I found myself stewing over that line a little bit, to the point where, two weeks later, I have to comment on it further. The line bugs me. Note this is not to pick on Nick. I like Nick; I just happen to disagree with him, at least in part.
Success in the arts is often presented as an either/or thing. If you hang around any writing forum, it’s only a matter of time before someone posts a poll that asks, “Would you rather be a critical success and have very few sales, or sell a lot of books and be panned by the critics?” Essentially, the question is are you in it for art, or for money? My answer: why not both?
So many of us are afraid to admit the truth: we want money. Lots of it. We want to dive into it, like Scrooge McDuck, we want a vault like Harry Potter’s. But few are willing to admit. If we do, we’re mercenaries. We’re hacks. We’re not artists anymore. Few are willing to wear that label.

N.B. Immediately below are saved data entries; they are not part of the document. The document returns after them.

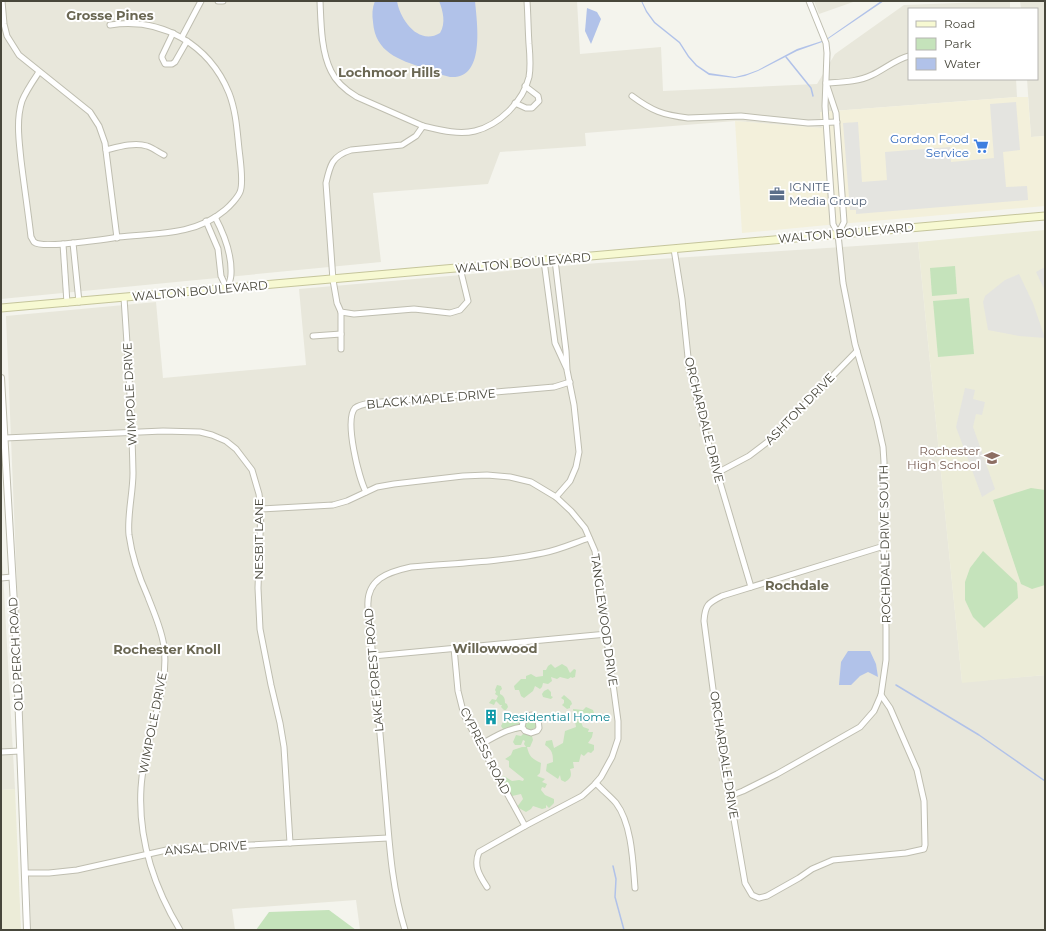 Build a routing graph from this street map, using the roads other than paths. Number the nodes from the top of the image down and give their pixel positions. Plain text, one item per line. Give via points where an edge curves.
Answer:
1 (2, 1) edge
2 (201, 1) edge
3 (218, 1) edge
4 (223, 1) edge
5 (320, 1) edge
6 (527, 1) edge
7 (809, 1) edge
8 (110, 25) dead end
9 (173, 33) junction
10 (184, 39) junction
11 (908, 56) edge
12 (39, 72) junction
13 (826, 83) junction
14 (525, 86) junction
15 (632, 96) dead end
16 (515, 103) junction
17 (837, 122) junction
18 (826, 123) junction
19 (423, 126) junction
20 (106, 150) junction
21 (164, 155) dead end
22 (1045, 216) edge
23 (211, 219) junction
24 (838, 234) junction
25 (117, 238) junction
26 (73, 243) junction
27 (63, 244) junction
28 (674, 249) junction
29 (554, 260) junction
30 (544, 261) junction
31 (460, 268) junction
32 (333, 280) junction
33 (227, 289) junction
34 (124, 298) junction
35 (79, 302) junction
36 (67, 303) junction
37 (1, 308) edge
38 (340, 312) junction
39 (341, 334) junction
40 (313, 336) dead end
41 (341, 349) dead end
42 (857, 351) junction
43 (567, 370) junction
44 (1, 378) edge
45 (570, 382) junction
46 (3, 423) edge
47 (132, 433) junction
48 (5, 438) junction
49 (717, 473) junction
50 (366, 492) junction
51 (556, 497) junction
52 (262, 509) junction
53 (589, 538) junction
54 (884, 546) junction
55 (12, 577) junction
56 (1, 578) edge
57 (751, 587) junction
58 (606, 634) junction
59 (454, 648) junction
60 (372, 656) junction
61 (881, 694) junction
62 (522, 727) dead end
63 (480, 745) junction
64 (20, 751) junction
65 (1, 752) edge
66 (596, 783) junction
67 (730, 796) junction
68 (525, 826) junction
69 (388, 838) junction
70 (290, 843) junction
71 (147, 854) junction
72 (25, 873) junction
73 (487, 887) dead end
74 (635, 888) dead end
75 (27, 930) edge
76 (180, 930) edge
77 (405, 930) edge

1 - 12 street via 8,36 19,55
2 - 10 street
3 - 4 street
5 - 19 street via 325,49 331,71 342,85 357,97
6 - 14 street via 530,66
7 - 13 street via 826,43
8 - 9 street via 123,23 152,26
9 - 10 street
9 - 10 street via 162,56 165,64 175,62
10 - 23 street via 204,54 217,71 229,93 236,119 240,192 225,210
11 - 13 street via 860,80
12 - 20 street via 90,112 99,126
12 - 27 street via 22,101 19,117 31,237 39,244
13 - 17 street
13 - 18 street
14 - 16 street
14 - 16 street via 538,96 539,101 532,108
15 - 18 street via 646,107 680,117 749,116 808,124
16 - 19 street via 501,118 474,131 446,132
17 - 18 street
17 - 24 street via 844,222
18 - 24 street via 833,224
19 - 32 street via 416,136 402,145 351,150 332,162 326,183
20 - 21 street via 140,145
20 - 25 street
22 - 24 main road, WALTON BOULEVARD
23 - 25 street via 188,229
23 - 33 street via 221,276
23 - 33 street via 227,241 230,253 232,275
24 - 28 main road, WALTON BOULEVARD
24 - 42 street, ROCHDALE DRIVE SOUTH via 843,283
25 - 26 street
26 - 27 street
26 - 35 street
27 - 36 street
28 - 29 main road, WALTON BOULEVARD
28 - 49 street, ORCHARDALE DRIVE via 689,367
29 - 30 main road, WALTON BOULEVARD
29 - 43 street
30 - 31 main road, WALTON BOULEVARD
30 - 43 street via 555,343
31 - 32 main road, WALTON BOULEVARD
31 - 38 street via 468,301 460,310 450,313 414,309 354,314
32 - 33 main road, WALTON BOULEVARD
32 - 38 street
33 - 34 main road, WALTON BOULEVARD
34 - 35 main road, WALTON BOULEVARD
34 - 47 street, WIMPOLE DRIVE
35 - 36 main road, WALTON BOULEVARD
36 - 37 main road, WALTON BOULEVARD
38 - 39 street
39 - 40 street
39 - 41 street
42 - 49 street, ASHTON DRIVE via 770,440 749,456
42 - 54 street, ROCHDALE DRIVE SOUTH via 883,448
43 - 45 street
44 - 46 street, OLD PERCH ROAD
45 - 50 street, BLACK MAPLE DRIVE via 554,388 362,404 355,408 352,414 352,434 358,471
45 - 51 street via 579,452 570,481
46 - 48 street, OLD PERCH ROAD
47 - 48 street, NESBIT LANE
47 - 52 street, NESBIT LANE via 200,432 226,441 236,449 252,470
47 - 71 street, WIMPOLE DRIVE via 133,488 129,533 132,553 157,620 164,647 163,681 141,786
48 - 55 street, OLD PERCH ROAD
49 - 57 street, ORCHARDALE DRIVE
50 - 51 street, TANGLEWOOD DRIVE via 394,484 487,475 531,482
50 - 52 street, TANGLEWOOD DRIVE via 333,505
51 - 53 street, TANGLEWOOD DRIVE via 585,528
52 - 70 street, NESBIT LANE via 258,588 260,629 284,747
53 - 58 street, TANGLEWOOD DRIVE via 595,551
53 - 60 street, LAKE FOREST ROAD via 543,553 411,567 388,573 373,584 368,592
54 - 57 street
54 - 61 street, ROCHDALE DRIVE SOUTH via 886,660
55 - 56 street
55 - 64 street, OLD PERCH ROAD
57 - 67 street, ORCHARDALE DRIVE via 722,596 711,602 704,612 713,693
58 - 59 street
58 - 66 street, TANGLEWOOD DRIVE via 618,721 618,739 607,766
59 - 60 street
59 - 63 street, CYPRESS ROAD via 464,715
60 - 69 street, LAKE FOREST ROAD via 386,792
61 - 67 street, ROCHDALE DRIVE SOUTH via 874,711 860,727 777,774
61 - 67 street, ORCHARDALE DRIVE via 890,708 919,777 924,801 924,849 833,860 759,898 752,895 745,883
62 - 63 street
63 - 68 street, CYPRESS ROAD
64 - 65 street
64 - 72 street, OLD PERCH ROAD
66 - 68 street, TANGLEWOOD DRIVE via 582,796
66 - 74 street via 616,804 623,817 629,840
68 - 73 street, TANGLEWOOD DRIVE via 479,852 476,859 478,872
69 - 70 street, ANSAL DRIVE
69 - 77 street, LAKE FOREST ROAD via 396,898
70 - 71 street, ANSAL DRIVE via 171,849
71 - 72 street, ANSAL DRIVE via 77,870
71 - 76 street, WIMPOLE DRIVE via 156,885
72 - 75 street, OLD PERCH ROAD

The truth is, once I started to see that maybe, just maybe, I could write pretty well, I started to hope, to dream. Dreaming that I could make it big, dreaming that I could clean up. Hoping I could sell enough to get a new car. Take the wife and kids on a proper vacation. Put a new roof on the house, replace some crummy windows, remodel the kitchen. I’d like to not have to worry about money–is that such a bad thing? Not in my book. Is it why I write? No. I write for assorted other reasons, some of which I can’t express easily However, money is part of the equation, particularly when it comes to seeking publication. Does this make me a bad guy? A sell out? I certainly don’t think so, but I’m kind of biased here.

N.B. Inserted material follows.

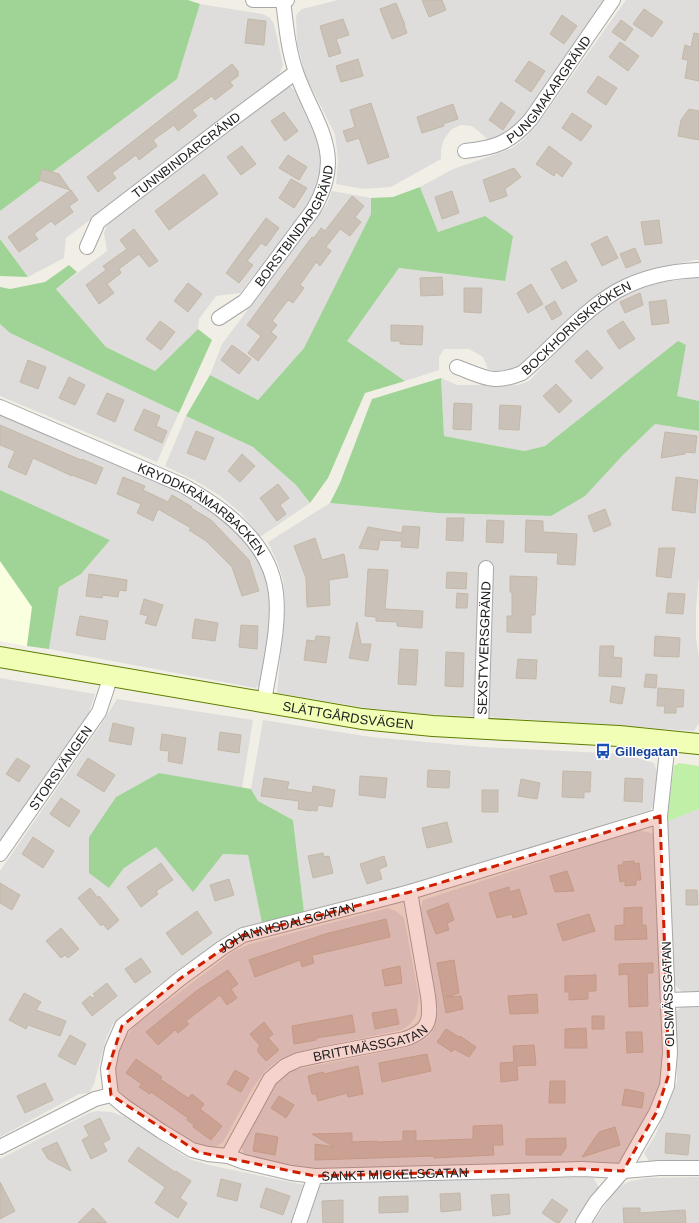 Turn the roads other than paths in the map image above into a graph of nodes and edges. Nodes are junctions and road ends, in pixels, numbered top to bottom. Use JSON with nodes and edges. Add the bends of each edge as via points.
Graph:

Where Nick is right on the money (so to speak) is this: if you get into this expecting to clean up, you’re operating under an illusion. Especially if you’re doing your homework and understand the economics of writing at this point in time. If you base your retirement plan on having a couple of big bestsellers–really big bestsellers, like James Patterson bestsellers–then, yes, you’re doing it wrong. There’s nothing wrong with dreaming it, though. Dreaming is what we do, isn’t it?
Thanks as always for reading, and thanks for commenting. Have a great weekend!